Recorded data>
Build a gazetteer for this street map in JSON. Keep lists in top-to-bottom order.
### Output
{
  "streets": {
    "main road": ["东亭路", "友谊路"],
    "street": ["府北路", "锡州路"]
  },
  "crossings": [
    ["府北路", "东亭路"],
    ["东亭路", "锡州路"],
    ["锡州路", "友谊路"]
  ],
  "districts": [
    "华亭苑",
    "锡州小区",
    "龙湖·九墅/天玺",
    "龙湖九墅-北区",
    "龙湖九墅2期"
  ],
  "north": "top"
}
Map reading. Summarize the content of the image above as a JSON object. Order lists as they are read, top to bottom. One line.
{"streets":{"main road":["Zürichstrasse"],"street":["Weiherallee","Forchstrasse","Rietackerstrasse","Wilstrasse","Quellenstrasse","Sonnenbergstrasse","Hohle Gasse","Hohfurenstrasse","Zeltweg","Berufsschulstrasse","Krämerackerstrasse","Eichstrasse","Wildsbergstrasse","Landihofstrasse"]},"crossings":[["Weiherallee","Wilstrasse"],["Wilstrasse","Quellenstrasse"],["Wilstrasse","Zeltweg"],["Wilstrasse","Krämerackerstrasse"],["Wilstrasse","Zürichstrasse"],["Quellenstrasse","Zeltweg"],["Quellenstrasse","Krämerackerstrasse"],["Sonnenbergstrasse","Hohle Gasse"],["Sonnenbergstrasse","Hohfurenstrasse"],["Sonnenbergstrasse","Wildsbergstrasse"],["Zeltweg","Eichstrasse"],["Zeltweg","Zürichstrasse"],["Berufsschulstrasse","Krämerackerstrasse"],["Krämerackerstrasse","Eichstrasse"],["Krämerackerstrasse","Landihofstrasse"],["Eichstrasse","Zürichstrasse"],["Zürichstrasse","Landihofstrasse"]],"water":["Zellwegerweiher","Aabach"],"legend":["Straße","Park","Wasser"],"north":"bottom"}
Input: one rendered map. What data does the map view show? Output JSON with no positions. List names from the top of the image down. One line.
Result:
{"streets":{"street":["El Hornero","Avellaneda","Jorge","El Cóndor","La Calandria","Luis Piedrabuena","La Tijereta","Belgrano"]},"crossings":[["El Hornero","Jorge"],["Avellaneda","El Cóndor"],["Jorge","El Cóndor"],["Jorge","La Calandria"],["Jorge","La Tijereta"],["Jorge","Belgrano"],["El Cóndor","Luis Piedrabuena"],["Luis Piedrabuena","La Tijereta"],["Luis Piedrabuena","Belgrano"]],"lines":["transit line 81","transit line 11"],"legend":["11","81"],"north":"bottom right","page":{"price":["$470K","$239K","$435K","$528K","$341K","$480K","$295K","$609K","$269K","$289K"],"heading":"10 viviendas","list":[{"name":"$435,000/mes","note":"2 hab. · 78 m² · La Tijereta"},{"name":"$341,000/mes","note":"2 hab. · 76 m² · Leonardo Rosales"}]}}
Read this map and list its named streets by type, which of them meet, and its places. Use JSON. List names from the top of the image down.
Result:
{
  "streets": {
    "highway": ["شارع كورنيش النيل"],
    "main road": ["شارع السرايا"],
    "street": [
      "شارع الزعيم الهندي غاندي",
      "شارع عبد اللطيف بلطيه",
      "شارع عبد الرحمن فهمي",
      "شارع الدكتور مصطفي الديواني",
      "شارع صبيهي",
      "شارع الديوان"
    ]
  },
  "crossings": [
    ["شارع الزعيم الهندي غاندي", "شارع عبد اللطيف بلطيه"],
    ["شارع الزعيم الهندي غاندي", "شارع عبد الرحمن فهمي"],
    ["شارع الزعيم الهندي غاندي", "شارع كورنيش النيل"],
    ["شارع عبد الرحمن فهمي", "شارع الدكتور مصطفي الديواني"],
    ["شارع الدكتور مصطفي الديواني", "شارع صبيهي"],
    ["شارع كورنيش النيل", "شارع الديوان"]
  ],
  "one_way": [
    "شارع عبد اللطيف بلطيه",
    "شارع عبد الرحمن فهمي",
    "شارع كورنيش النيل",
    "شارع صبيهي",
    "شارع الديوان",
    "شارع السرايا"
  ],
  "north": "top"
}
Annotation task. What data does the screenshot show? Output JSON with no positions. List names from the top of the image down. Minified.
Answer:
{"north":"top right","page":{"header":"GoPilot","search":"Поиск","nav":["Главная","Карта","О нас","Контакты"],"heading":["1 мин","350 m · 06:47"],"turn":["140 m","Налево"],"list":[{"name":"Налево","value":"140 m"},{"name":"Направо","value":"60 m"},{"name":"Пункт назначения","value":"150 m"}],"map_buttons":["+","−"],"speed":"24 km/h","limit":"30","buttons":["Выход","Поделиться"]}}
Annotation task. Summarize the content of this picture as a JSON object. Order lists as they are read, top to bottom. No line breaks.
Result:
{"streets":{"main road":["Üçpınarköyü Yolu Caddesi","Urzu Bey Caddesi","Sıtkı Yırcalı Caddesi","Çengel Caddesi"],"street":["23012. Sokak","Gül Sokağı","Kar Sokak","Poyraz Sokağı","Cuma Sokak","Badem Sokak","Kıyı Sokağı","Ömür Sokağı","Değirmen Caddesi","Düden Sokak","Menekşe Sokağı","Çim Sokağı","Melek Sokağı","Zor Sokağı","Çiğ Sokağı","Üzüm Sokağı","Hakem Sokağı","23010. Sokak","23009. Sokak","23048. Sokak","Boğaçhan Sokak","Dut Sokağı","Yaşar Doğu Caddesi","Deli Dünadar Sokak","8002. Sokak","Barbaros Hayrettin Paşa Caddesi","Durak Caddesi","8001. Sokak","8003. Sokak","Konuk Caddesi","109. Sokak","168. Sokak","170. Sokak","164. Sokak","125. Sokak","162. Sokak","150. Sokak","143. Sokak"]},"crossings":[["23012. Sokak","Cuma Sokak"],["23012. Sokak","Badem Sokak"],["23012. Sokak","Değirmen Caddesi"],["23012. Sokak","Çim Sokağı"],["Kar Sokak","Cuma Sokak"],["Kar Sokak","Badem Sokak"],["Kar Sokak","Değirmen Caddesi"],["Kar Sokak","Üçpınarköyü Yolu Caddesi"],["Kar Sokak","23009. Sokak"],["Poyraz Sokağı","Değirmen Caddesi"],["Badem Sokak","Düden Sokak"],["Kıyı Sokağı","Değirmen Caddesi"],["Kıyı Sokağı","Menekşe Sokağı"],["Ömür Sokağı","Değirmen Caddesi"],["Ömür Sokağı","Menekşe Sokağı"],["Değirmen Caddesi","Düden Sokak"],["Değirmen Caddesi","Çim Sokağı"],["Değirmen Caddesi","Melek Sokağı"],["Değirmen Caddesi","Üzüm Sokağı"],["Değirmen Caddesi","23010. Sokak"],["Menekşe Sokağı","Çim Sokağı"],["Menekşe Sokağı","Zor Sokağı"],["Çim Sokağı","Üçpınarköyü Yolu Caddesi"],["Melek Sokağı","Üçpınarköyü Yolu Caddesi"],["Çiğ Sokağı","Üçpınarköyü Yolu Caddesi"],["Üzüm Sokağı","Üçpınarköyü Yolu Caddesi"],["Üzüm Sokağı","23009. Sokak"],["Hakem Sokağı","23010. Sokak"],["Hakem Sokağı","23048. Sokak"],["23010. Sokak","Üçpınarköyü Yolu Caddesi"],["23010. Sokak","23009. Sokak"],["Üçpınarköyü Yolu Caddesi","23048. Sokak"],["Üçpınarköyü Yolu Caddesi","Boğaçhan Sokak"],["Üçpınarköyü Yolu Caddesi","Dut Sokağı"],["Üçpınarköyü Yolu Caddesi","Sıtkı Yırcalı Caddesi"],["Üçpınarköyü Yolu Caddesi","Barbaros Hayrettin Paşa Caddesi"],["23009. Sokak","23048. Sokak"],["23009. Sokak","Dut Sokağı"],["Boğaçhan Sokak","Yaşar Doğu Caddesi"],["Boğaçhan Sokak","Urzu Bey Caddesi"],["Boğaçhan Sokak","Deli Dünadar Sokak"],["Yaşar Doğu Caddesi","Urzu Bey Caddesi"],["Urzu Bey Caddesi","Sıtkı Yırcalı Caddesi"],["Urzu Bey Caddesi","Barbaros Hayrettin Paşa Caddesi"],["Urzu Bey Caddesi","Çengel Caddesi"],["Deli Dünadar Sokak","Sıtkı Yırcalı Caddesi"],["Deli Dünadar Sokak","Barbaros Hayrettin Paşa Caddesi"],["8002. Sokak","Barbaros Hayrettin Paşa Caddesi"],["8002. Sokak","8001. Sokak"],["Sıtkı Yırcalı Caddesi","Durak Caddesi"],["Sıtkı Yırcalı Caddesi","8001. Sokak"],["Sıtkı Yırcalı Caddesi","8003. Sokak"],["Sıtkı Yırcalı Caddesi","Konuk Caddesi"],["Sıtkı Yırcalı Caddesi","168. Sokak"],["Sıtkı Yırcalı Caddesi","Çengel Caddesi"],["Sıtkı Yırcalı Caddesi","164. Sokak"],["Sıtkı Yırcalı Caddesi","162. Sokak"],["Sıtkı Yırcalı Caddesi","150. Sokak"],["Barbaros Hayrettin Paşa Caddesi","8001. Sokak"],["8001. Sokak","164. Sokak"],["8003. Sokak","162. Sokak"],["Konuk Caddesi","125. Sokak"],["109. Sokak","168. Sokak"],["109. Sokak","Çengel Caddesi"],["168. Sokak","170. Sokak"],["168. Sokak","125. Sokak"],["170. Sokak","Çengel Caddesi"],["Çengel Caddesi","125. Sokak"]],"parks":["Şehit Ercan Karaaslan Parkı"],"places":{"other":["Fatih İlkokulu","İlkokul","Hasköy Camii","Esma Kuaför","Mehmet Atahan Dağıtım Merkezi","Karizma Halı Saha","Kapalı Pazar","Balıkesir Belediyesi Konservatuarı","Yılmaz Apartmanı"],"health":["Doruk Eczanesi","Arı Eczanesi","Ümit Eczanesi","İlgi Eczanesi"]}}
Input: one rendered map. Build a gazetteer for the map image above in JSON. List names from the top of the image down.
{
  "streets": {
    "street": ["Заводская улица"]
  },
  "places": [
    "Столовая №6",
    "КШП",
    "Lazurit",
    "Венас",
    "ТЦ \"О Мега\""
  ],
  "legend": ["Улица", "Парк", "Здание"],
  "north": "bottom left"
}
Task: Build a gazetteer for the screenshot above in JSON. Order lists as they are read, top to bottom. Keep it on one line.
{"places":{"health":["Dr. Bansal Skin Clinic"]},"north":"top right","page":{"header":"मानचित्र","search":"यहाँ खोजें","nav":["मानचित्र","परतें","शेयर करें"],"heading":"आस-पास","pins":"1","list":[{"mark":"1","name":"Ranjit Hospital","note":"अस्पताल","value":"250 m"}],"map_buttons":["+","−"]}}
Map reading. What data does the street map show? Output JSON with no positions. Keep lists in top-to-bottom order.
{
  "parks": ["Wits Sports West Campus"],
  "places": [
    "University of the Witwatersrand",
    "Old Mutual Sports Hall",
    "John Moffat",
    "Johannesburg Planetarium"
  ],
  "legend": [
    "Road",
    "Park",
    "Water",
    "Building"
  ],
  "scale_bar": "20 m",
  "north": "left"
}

Problem>
The lines to return are those with the string "rendered" in them; copy each from the entries above.

Result for this task>
Input: one rendered map. What data does the map view show? Output JSON with no positions. List names from the top of the image down. One line.
Input: one rendered map. Build a gazetteer for the map image above in JSON. List names from the top of the image down.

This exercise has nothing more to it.